Ensuring trustworthy and traceable outputs from Large Language Models (LLMs) is crucial in high-stakes domains such as law. Retrieval-Augmented Generation (RAG) offers a way to enhance LLMs with domain-specific or updated information and provide attribution to the source, and recent work has focused on knowledge-based RAG (K-RAG) for improved factual grounding. However, proper evaluation of such systems requires high-quality datasets. To address this need, we introduce QuALA-NL: a dataset that provides attributions to legal formalizations, enabling experiments with K-RAG in the legal domain. The dataset contains 101 QA pairs on three Dutch laws, with attributions to the law text and a formalization of the interpretation of the legal text.
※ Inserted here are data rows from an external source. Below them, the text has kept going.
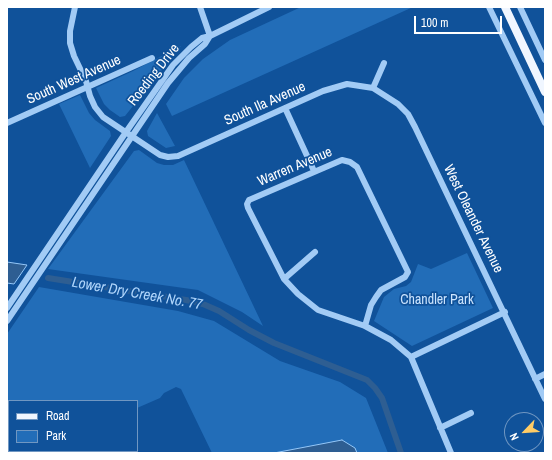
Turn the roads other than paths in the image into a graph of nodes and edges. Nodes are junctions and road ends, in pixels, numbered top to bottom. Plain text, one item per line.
1 (75, 7) edge
2 (200, 7) edge
3 (269, 7) edge
4 (489, 7) edge
5 (504, 7) edge
6 (520, 7) edge
7 (210, 36) junction
8 (152, 58) dead end
9 (545, 60) edge
10 (384, 63) dead end
11 (88, 87) junction
12 (373, 88) junction
13 (545, 92) edge
14 (284, 108) junction
15 (7, 123) edge
16 (545, 124) edge
17 (126, 132) junction
18 (132, 136) junction
19 (314, 171) junction
20 (315, 252) dead end
21 (284, 279) junction
22 (7, 308) edge
23 (505, 312) junction
24 (7, 321) edge
25 (365, 326) junction
26 (411, 357) junction
27 (545, 374) edge
28 (536, 379) junction
29 (545, 399) edge
30 (471, 412) dead end
31 (440, 428) junction
32 (451, 453) edge

1 - 11 street
2 - 7 street
3 - 7 street
4 - 16 street
5 - 13 main road
6 - 9 street
7 - 17 street, Roeding Drive
7 - 18 street, Roeding Drive
8 - 11 street, South West Avenue
10 - 12 street
11 - 15 street, South West Avenue
11 - 17 street
12 - 14 street, South Ila Avenue
12 - 23 street, West Oleander Avenue
14 - 18 street, South Ila Avenue
14 - 19 street
17 - 18 street
17 - 22 street, Roeding Drive
18 - 24 street, Roeding Drive
19 - 21 street, Warren Avenue
19 - 25 street, Warren Avenue
20 - 21 street
21 - 25 street
23 - 26 street
23 - 28 street, West Oleander Avenue
25 - 26 street
26 - 31 street
27 - 28 street
28 - 29 street, West Oleander Avenue
30 - 31 street
31 - 32 street

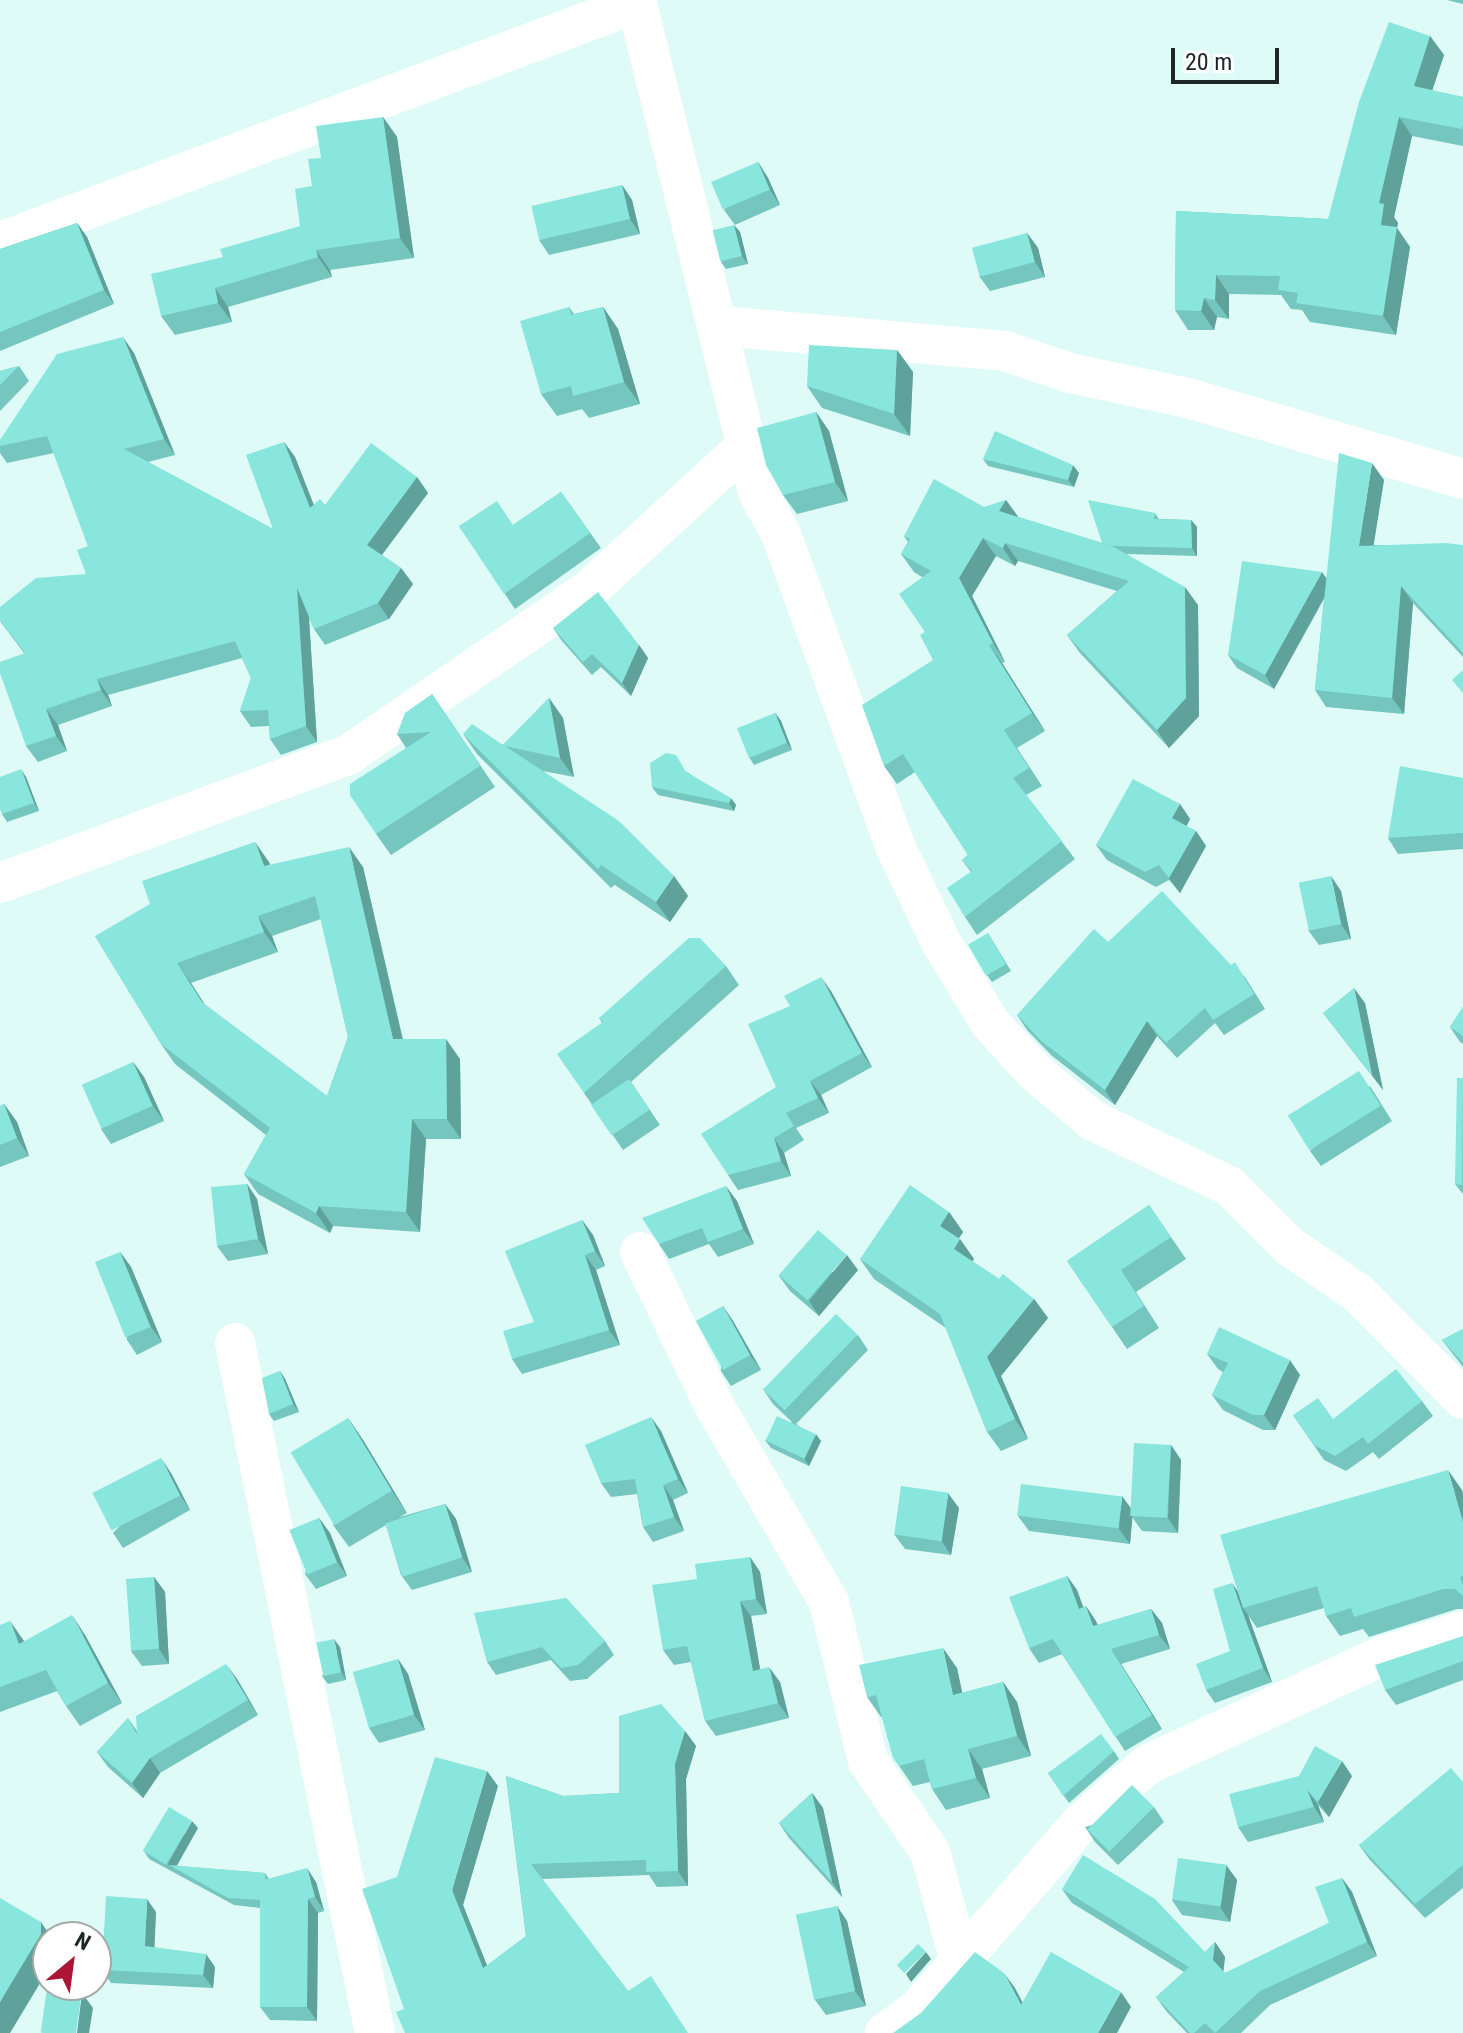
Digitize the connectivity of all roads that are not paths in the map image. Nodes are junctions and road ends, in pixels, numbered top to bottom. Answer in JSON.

To demonstrate the capabilities of the dataset, we perform experiments using four configurations: LLM-only, RAG using legal texts, K-RAG using a formalization of the legal texts, and RAG combining both legal texts and the formalizations. The results show that K-RAG has the highest retrieval scores, but that this method is outperformed by text-based RAG on generation. A qualitative analysis shows that the use of the knowledge graph for the generation of answers can be improved. QuALA-NL can be used in future work to experiment with knowledge-based Retrieval Augmented Generation methods.